*WHAT THE TASK ASKS:* Nothing should be left out: output all of the entries exactly.

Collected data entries
◇ ◇ ◇ ◇

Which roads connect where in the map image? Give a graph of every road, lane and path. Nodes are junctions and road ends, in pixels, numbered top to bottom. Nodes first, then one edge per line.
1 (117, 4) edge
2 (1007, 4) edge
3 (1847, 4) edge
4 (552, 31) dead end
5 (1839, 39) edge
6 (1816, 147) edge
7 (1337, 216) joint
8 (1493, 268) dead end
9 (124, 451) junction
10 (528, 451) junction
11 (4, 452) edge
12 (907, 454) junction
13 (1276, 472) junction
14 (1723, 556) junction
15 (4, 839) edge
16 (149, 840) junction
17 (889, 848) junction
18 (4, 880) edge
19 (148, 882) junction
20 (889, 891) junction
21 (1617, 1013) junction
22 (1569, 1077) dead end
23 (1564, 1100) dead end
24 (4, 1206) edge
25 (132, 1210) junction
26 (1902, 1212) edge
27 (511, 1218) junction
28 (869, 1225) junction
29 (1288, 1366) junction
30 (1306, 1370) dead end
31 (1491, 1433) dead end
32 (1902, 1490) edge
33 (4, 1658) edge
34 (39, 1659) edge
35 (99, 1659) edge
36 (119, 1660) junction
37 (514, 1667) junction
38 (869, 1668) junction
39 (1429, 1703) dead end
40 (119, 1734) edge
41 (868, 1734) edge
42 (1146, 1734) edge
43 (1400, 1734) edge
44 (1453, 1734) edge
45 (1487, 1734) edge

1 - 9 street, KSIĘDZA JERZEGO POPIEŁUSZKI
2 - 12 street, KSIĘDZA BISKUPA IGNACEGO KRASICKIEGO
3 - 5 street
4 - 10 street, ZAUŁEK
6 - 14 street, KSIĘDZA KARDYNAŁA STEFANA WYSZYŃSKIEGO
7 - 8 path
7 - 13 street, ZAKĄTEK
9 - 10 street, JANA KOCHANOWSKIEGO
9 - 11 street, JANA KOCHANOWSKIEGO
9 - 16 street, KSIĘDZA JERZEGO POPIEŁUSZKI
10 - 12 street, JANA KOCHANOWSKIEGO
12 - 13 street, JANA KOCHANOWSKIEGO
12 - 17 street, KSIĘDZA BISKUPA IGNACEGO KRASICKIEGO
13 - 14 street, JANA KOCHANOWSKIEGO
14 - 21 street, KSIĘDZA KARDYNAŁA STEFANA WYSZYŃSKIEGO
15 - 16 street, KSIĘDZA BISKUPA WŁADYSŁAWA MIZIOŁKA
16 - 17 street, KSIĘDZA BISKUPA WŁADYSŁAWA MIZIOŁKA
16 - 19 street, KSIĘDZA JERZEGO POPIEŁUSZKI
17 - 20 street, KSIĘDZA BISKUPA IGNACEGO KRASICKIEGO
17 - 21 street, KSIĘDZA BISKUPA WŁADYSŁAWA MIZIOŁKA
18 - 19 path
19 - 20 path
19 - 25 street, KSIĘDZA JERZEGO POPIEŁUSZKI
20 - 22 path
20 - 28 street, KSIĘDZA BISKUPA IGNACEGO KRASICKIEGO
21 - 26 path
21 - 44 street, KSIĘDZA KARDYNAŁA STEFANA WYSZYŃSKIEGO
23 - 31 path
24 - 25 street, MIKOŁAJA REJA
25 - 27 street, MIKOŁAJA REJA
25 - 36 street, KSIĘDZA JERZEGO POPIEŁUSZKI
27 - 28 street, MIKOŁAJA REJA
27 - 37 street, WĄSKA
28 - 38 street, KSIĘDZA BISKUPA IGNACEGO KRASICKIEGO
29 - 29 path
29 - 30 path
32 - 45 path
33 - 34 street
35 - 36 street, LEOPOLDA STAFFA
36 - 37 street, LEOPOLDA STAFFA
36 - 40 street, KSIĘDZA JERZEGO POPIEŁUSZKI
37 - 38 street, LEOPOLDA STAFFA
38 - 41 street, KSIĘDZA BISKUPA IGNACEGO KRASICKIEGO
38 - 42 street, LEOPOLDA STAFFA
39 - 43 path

◇ ◇ ◇ ◇

*ANSWER TO THE PROBLEM:*
Which roads connect where in the map image? Give a graph of every road, lane and path. Nodes are junctions and road ends, in pixels, numbered top to bottom. Nodes first, then one edge per line.
1 (117, 4) edge
2 (1007, 4) edge
3 (1847, 4) edge
4 (552, 31) dead end
5 (1839, 39) edge
6 (1816, 147) edge
7 (1337, 216) joint
8 (1493, 268) dead end
9 (124, 451) junction
10 (528, 451) junction
11 (4, 452) edge
12 (907, 454) junction
13 (1276, 472) junction
14 (1723, 556) junction
15 (4, 839) edge
16 (149, 840) junction
17 (889, 848) junction
18 (4, 880) edge
19 (148, 882) junction
20 (889, 891) junction
21 (1617, 1013) junction
22 (1569, 1077) dead end
23 (1564, 1100) dead end
24 (4, 1206) edge
25 (132, 1210) junction
26 (1902, 1212) edge
27 (511, 1218) junction
28 (869, 1225) junction
29 (1288, 1366) junction
30 (1306, 1370) dead end
31 (1491, 1433) dead end
32 (1902, 1490) edge
33 (4, 1658) edge
34 (39, 1659) edge
35 (99, 1659) edge
36 (119, 1660) junction
37 (514, 1667) junction
38 (869, 1668) junction
39 (1429, 1703) dead end
40 (119, 1734) edge
41 (868, 1734) edge
42 (1146, 1734) edge
43 (1400, 1734) edge
44 (1453, 1734) edge
45 (1487, 1734) edge

1 - 9 street, KSIĘDZA JERZEGO POPIEŁUSZKI
2 - 12 street, KSIĘDZA BISKUPA IGNACEGO KRASICKIEGO
3 - 5 street
4 - 10 street, ZAUŁEK
6 - 14 street, KSIĘDZA KARDYNAŁA STEFANA WYSZYŃSKIEGO
7 - 8 path
7 - 13 street, ZAKĄTEK
9 - 10 street, JANA KOCHANOWSKIEGO
9 - 11 street, JANA KOCHANOWSKIEGO
9 - 16 street, KSIĘDZA JERZEGO POPIEŁUSZKI
10 - 12 street, JANA KOCHANOWSKIEGO
12 - 13 street, JANA KOCHANOWSKIEGO
12 - 17 street, KSIĘDZA BISKUPA IGNACEGO KRASICKIEGO
13 - 14 street, JANA KOCHANOWSKIEGO
14 - 21 street, KSIĘDZA KARDYNAŁA STEFANA WYSZYŃSKIEGO
15 - 16 street, KSIĘDZA BISKUPA WŁADYSŁAWA MIZIOŁKA
16 - 17 street, KSIĘDZA BISKUPA WŁADYSŁAWA MIZIOŁKA
16 - 19 street, KSIĘDZA JERZEGO POPIEŁUSZKI
17 - 20 street, KSIĘDZA BISKUPA IGNACEGO KRASICKIEGO
17 - 21 street, KSIĘDZA BISKUPA WŁADYSŁAWA MIZIOŁKA
18 - 19 path
19 - 20 path
19 - 25 street, KSIĘDZA JERZEGO POPIEŁUSZKI
20 - 22 path
20 - 28 street, KSIĘDZA BISKUPA IGNACEGO KRASICKIEGO
21 - 26 path
21 - 44 street, KSIĘDZA KARDYNAŁA STEFANA WYSZYŃSKIEGO
23 - 31 path
24 - 25 street, MIKOŁAJA REJA
25 - 27 street, MIKOŁAJA REJA
25 - 36 street, KSIĘDZA JERZEGO POPIEŁUSZKI
27 - 28 street, MIKOŁAJA REJA
27 - 37 street, WĄSKA
28 - 38 street, KSIĘDZA BISKUPA IGNACEGO KRASICKIEGO
29 - 29 path
29 - 30 path
32 - 45 path
33 - 34 street
35 - 36 street, LEOPOLDA STAFFA
36 - 37 street, LEOPOLDA STAFFA
36 - 40 street, KSIĘDZA JERZEGO POPIEŁUSZKI
37 - 38 street, LEOPOLDA STAFFA
38 - 41 street, KSIĘDZA BISKUPA IGNACEGO KRASICKIEGO
38 - 42 street, LEOPOLDA STAFFA
39 - 43 path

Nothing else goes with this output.